Here we are asking for your views regarding an issue we are discussing for the MalariaWorld Journal, entering its 5th volume this year: Should we continue with peer review, yes or no, or should we perhaps make it optional?
The role of peer- review is obvious. Experts not directly engaged with the research you are intending to publish check the merits of the manuscript, the way data were generated, analysed, and interpreted. At least, that's how it is supposed to be. And how it used to work just fine. But today, with the number of publications skyrocketing, experts become over-stretched and can no longer spend many hours a week reviewing other people's work. The result is that finding reviewers has become a nightmare for editors, or, alternatively, you receive 'quick and dirty' reviews that don't really improve the value of the manuscript.

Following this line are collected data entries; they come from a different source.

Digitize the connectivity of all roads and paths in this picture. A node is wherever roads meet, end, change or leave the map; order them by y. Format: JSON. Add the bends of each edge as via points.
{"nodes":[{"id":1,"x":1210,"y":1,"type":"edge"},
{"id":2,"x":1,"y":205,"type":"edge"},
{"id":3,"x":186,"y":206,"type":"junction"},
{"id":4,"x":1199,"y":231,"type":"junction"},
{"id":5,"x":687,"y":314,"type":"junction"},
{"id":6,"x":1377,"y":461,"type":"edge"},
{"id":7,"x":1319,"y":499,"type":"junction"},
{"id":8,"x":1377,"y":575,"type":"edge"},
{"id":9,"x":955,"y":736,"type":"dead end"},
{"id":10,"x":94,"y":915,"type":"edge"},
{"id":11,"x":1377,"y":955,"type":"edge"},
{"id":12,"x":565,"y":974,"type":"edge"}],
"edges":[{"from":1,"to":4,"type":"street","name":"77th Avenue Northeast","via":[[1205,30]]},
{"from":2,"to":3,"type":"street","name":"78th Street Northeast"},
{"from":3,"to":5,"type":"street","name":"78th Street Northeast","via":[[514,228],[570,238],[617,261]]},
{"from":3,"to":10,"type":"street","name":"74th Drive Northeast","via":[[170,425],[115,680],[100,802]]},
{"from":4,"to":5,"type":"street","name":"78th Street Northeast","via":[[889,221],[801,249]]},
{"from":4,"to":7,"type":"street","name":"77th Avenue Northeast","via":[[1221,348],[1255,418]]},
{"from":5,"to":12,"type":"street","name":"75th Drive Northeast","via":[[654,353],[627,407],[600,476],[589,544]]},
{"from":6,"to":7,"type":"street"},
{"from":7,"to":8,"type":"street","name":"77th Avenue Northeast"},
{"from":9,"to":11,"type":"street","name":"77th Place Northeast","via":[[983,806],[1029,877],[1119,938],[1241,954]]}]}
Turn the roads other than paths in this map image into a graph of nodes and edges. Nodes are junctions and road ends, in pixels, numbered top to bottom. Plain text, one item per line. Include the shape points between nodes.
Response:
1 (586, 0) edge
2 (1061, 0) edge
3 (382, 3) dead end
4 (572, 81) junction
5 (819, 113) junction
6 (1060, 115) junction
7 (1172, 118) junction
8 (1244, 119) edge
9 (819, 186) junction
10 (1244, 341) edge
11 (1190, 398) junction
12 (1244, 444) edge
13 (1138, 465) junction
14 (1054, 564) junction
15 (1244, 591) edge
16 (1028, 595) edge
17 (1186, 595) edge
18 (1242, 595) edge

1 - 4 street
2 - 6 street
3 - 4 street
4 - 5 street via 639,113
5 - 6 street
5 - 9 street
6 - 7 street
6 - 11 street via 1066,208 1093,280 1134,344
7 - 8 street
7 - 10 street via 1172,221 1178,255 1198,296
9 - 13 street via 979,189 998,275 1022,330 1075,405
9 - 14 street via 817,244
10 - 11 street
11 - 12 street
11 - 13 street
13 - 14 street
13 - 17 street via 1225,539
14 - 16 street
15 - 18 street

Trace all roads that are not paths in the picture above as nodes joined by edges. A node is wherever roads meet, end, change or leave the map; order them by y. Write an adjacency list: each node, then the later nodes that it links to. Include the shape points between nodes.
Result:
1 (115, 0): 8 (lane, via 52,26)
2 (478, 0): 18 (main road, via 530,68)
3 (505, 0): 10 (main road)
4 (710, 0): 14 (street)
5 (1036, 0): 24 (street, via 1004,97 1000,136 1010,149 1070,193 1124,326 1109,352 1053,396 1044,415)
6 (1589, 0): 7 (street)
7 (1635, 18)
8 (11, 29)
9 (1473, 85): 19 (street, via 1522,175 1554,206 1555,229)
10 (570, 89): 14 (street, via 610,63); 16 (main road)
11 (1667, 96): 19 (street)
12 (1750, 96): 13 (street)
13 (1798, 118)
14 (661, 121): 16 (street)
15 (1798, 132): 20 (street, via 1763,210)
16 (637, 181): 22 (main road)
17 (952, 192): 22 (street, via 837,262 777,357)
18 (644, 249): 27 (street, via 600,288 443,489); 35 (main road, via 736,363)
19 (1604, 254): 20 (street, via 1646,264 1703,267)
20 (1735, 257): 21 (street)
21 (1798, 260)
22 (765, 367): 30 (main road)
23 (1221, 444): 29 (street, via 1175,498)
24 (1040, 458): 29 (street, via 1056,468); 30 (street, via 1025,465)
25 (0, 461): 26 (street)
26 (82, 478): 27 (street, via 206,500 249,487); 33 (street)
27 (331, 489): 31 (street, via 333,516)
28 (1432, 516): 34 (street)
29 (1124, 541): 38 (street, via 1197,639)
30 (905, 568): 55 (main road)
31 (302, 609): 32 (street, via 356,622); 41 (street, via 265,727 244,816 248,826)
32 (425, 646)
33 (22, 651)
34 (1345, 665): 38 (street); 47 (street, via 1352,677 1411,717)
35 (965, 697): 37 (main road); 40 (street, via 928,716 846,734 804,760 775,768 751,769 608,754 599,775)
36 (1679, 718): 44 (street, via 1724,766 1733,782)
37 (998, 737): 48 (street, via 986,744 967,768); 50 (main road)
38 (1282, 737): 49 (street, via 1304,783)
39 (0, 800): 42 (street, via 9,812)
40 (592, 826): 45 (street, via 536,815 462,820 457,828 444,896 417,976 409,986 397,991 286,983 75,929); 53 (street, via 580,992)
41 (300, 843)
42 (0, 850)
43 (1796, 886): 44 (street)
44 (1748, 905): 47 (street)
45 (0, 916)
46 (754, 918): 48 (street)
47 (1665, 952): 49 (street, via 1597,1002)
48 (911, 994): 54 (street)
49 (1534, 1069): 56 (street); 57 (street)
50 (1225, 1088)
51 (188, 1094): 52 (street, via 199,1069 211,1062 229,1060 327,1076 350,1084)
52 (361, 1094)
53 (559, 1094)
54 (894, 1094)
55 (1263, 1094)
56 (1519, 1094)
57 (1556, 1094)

At the MalariaWorld Journal we witness this process first hand. It sometimes takes weeks to find suitable reviewers. They then need three reminders before they do it, sometimes taking months to receive feedback, which sometimes is of disappointing quality.
So what to do?
There are already quite a few journals out there that do no longer offer peer review but rather let the scientific community gauge the value of the work. Mind you, there is still editorial support to make sure that manuscripts are complete, use good language, have all the references, etc. But they are no longer sent to reviewers. Instead, once posted online, the scientific community can list comments with articles to express their views and opinions. We wonder, would this be a good model for the MalariaWorld Journal?
What is missing in this reasoning is that sometimes peer review results in a dramatic improvement of the quality of the end product, which could be lost if peer review no longer takes place...
Taking this into account, we could offer both options:
1) You submit your manuscript to us and request for peer review. This is the traditional route that may give you important feedback to improve the manuscript before publication. It may of course be rejected - that's your gamble. And for sure, you will have to be patient, as the review process may take months.
2) You submit your manuscript to us and indicate that you wish to proceed with publication without peer review. We will indicate this on the paper once it is published. If you are convinced that your manuscript is of high quality, and you are happy to proceed with internal editiorial review by us only, the we proceed to the copy-editing stage fast and your work will appear online much quicker (weeks).